Friday, 14 October 2011

Judicial overreach?


The 50-year legal battle for control of the 2.77 acres of Ram Janmabhoomi-Babri Masjid will start from scratch, with the Supreme Court on May 9 faulting and staying the Allahabad high court order dividing the temple-mosque complex among Ram Lalla (the idol of Rama), Hindus and Muslims.
A bench, comprising Justices Aftab Alam and R M Lodha, had heard the petitioners — Sunni Wakf Board, guardian of the idol and Nirmohi Akhara — only briefly when they took strong exception to the HC order to partition the land when no party had asked for it. “The fundamental nature of the decree (partition of land) was not sought by any party. The high court has gone on a very new path. This is something very surprising,” it said.
“This is a case where entirely new dimension is given by the High Court. Therefore, the HC judgment must be stayed. Further proceedings will also be stayed relating to drawing up of the decree by the HC.” Justices Alam and Lodha further said, “How can decree for partition be passed as the HC has done? Something very strange has been done by the HC on its own when no party had sought such a relief.”

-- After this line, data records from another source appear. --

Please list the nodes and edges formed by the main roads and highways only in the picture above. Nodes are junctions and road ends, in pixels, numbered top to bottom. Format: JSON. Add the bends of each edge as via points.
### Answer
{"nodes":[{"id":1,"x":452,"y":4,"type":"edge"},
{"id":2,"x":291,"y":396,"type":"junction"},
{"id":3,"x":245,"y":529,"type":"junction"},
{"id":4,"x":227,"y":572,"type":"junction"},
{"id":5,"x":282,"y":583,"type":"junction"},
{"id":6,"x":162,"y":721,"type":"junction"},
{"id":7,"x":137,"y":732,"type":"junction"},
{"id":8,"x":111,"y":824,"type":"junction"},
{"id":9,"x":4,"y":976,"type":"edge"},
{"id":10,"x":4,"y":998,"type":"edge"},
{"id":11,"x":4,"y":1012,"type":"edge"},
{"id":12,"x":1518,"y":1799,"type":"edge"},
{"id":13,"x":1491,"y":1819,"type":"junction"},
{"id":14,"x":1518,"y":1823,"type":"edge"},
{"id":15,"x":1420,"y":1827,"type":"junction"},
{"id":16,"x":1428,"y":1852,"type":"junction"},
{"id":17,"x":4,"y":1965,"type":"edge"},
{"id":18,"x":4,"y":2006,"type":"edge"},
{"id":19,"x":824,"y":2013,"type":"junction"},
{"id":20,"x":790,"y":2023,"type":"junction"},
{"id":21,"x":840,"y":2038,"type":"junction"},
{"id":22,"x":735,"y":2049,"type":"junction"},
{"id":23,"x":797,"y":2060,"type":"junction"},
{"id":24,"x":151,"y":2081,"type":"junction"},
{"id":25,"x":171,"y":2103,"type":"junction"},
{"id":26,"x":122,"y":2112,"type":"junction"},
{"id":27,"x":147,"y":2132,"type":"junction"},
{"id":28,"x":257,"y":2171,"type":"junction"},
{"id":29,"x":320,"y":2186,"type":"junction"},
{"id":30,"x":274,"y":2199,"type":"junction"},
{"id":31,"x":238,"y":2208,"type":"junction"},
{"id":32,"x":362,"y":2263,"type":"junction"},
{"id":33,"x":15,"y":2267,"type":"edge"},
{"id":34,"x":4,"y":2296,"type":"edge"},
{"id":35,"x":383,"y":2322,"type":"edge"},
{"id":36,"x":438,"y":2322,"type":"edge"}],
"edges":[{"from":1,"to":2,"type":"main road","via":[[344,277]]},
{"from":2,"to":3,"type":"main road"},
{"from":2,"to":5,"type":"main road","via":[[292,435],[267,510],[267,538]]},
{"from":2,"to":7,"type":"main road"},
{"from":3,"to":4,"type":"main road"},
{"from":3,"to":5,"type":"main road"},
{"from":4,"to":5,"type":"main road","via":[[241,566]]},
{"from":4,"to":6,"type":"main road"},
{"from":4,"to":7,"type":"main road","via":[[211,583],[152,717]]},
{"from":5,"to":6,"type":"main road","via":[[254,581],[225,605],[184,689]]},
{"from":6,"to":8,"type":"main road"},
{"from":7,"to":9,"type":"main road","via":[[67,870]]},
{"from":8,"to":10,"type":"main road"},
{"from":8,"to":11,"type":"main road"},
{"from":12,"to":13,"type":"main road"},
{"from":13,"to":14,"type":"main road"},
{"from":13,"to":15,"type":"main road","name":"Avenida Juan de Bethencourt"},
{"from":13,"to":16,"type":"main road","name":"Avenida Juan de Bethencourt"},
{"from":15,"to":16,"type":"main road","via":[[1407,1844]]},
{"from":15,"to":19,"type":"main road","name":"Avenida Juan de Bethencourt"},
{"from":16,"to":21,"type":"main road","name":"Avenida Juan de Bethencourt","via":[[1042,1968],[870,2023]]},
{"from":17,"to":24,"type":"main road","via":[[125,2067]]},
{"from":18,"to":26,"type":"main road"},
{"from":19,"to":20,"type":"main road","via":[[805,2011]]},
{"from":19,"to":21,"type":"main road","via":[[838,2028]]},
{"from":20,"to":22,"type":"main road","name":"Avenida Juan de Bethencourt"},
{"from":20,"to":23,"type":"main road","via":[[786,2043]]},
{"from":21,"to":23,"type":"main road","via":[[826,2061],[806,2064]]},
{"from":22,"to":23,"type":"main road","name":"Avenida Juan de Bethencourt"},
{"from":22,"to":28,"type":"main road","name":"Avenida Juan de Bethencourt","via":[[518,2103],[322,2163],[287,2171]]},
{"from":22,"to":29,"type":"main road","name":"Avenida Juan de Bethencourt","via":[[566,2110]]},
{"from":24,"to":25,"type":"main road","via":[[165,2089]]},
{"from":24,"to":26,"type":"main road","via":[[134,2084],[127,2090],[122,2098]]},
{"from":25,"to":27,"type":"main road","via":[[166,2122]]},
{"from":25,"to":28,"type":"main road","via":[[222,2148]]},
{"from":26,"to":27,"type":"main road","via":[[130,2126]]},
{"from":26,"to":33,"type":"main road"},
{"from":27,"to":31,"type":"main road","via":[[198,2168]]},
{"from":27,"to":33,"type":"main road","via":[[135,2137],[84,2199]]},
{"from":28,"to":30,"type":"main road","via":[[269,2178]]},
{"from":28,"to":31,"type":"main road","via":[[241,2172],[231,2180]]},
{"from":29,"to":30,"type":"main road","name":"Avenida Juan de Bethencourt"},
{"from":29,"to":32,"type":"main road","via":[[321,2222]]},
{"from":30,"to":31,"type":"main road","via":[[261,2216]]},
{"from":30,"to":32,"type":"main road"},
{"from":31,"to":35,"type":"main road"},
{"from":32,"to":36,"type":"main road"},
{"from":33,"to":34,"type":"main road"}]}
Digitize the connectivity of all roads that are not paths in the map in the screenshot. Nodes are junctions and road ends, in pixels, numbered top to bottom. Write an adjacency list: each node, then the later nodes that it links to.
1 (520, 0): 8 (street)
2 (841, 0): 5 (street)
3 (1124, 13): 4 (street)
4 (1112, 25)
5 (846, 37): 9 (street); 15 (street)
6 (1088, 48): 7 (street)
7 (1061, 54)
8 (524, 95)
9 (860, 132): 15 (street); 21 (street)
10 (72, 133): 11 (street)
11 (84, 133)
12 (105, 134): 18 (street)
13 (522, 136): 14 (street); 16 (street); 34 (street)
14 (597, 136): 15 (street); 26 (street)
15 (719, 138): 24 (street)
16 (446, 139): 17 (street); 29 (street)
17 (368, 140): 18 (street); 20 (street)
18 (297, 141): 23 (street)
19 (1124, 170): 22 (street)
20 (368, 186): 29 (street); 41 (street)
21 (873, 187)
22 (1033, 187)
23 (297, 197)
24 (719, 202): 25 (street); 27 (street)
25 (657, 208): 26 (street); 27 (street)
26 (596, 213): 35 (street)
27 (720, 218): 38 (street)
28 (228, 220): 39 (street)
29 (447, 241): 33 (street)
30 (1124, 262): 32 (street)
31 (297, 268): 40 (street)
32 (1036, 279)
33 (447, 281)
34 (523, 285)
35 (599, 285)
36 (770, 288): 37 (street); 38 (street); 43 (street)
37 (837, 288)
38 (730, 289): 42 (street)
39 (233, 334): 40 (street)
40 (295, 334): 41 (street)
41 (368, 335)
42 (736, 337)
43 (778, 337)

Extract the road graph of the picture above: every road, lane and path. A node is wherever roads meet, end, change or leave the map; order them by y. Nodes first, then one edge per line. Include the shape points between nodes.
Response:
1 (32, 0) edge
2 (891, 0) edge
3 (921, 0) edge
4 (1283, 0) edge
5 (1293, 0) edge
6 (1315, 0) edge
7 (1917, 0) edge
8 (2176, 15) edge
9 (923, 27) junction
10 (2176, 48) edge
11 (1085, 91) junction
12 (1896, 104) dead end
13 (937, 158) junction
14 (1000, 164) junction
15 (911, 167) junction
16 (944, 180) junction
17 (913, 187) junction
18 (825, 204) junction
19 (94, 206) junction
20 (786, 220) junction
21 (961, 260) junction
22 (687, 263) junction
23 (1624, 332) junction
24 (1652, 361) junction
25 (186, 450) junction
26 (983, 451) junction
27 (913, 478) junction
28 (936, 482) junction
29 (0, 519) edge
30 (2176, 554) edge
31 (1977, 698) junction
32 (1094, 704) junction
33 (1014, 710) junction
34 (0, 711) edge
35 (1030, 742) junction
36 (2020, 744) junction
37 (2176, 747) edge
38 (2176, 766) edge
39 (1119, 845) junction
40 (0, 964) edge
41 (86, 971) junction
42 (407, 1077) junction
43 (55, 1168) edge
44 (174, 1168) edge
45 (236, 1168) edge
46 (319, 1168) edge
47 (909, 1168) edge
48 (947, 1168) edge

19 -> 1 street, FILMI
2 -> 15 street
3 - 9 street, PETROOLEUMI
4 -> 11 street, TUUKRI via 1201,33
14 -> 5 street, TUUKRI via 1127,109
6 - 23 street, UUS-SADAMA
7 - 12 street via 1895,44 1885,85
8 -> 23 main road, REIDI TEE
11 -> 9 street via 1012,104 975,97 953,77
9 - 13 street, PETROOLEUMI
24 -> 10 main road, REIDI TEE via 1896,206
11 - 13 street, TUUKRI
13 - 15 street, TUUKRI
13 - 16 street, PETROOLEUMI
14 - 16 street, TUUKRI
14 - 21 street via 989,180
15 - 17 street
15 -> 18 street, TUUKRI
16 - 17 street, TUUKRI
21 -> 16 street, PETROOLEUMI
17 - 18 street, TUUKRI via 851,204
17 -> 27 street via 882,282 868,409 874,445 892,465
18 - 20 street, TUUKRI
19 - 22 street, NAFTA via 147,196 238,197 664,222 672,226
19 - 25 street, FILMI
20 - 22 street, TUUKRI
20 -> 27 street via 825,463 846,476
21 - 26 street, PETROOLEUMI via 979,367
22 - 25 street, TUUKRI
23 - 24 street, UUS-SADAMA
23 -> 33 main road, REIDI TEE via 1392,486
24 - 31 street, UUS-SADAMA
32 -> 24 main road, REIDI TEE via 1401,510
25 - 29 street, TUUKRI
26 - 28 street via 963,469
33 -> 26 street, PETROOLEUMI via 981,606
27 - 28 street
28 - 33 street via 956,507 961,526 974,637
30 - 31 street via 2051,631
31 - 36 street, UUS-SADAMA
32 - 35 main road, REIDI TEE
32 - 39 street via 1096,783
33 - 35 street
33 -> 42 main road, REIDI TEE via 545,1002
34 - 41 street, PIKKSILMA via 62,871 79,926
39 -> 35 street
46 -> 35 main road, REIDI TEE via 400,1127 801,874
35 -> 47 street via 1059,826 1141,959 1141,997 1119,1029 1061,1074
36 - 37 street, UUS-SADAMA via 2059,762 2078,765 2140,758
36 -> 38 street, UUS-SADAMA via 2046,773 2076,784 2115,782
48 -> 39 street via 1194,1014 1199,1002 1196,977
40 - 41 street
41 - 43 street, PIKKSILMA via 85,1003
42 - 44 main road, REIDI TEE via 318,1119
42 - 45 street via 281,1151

The bench stayed the September 30 HC order which gave two-thirds of the site to Hindu claimants while keeping aside the rest for Muslim groups, leaving the field open for parties to start anew the litigation for control of the land where Babri Masjid stood but which has been claimed by Hindu groups as the site for a Ram temple.
    “There will be status quo and operation of the HC order will be stayed. It needs to be corrected at this stage. Such a partition decree could not have been passed. When we stay the operation of the HC judgment, the drawing of the decree gets automatically stayed,” Justices Alam and Lodha said.
This was a vexed dispute which altered the political landscape in the 1990s, propelling the BJP to power and vitiating the Hindu- Muslim equations across vast swathes. In so many words the Apex court has held that the judgement of the Allahabad High Court was a ‘judicial overreach’ – that is, it had gone beyond legal and constitutional limitations within which the court had to sit on judgement. It was only because the litigants went on appeal that the overreach of a High Court was set at naught, lest it would have come into force gravely doing injustice to a section of people. Perhaps in the said case some good intention – other than legal or constitutional requirement - might have weighed in the judgement.
It will not be out of context here to point out that the proceedings in the hearings of certain cases do give an impression of judicial overreach. The judges do have the right, perhaps duty, to elicit legal and constitutional viewpoints from the counsels for litigants, by putting questions or making oral observations during the hearings of any case.  But certain oral observations and questions posed by judges in some cases do not necessarily seem to impart or elicit legal and constitutional points, whatsoever the intention or moral value behind such observations. When the media is overenthusiastic in reporting proceedings of such cases, they are blown out of proportion that leaves a different or partisan impression among the people or persons/ institutions involved in the case. Ultimately the judgements might not be prejudiced and different from the impressions created in the interregnum but the damage caused to the person/ institution by perverse media blitzkrieg cannot be compensated.
Hopefully, the judiciary on its own evolve mechanism to avert judicial overreach at all levels!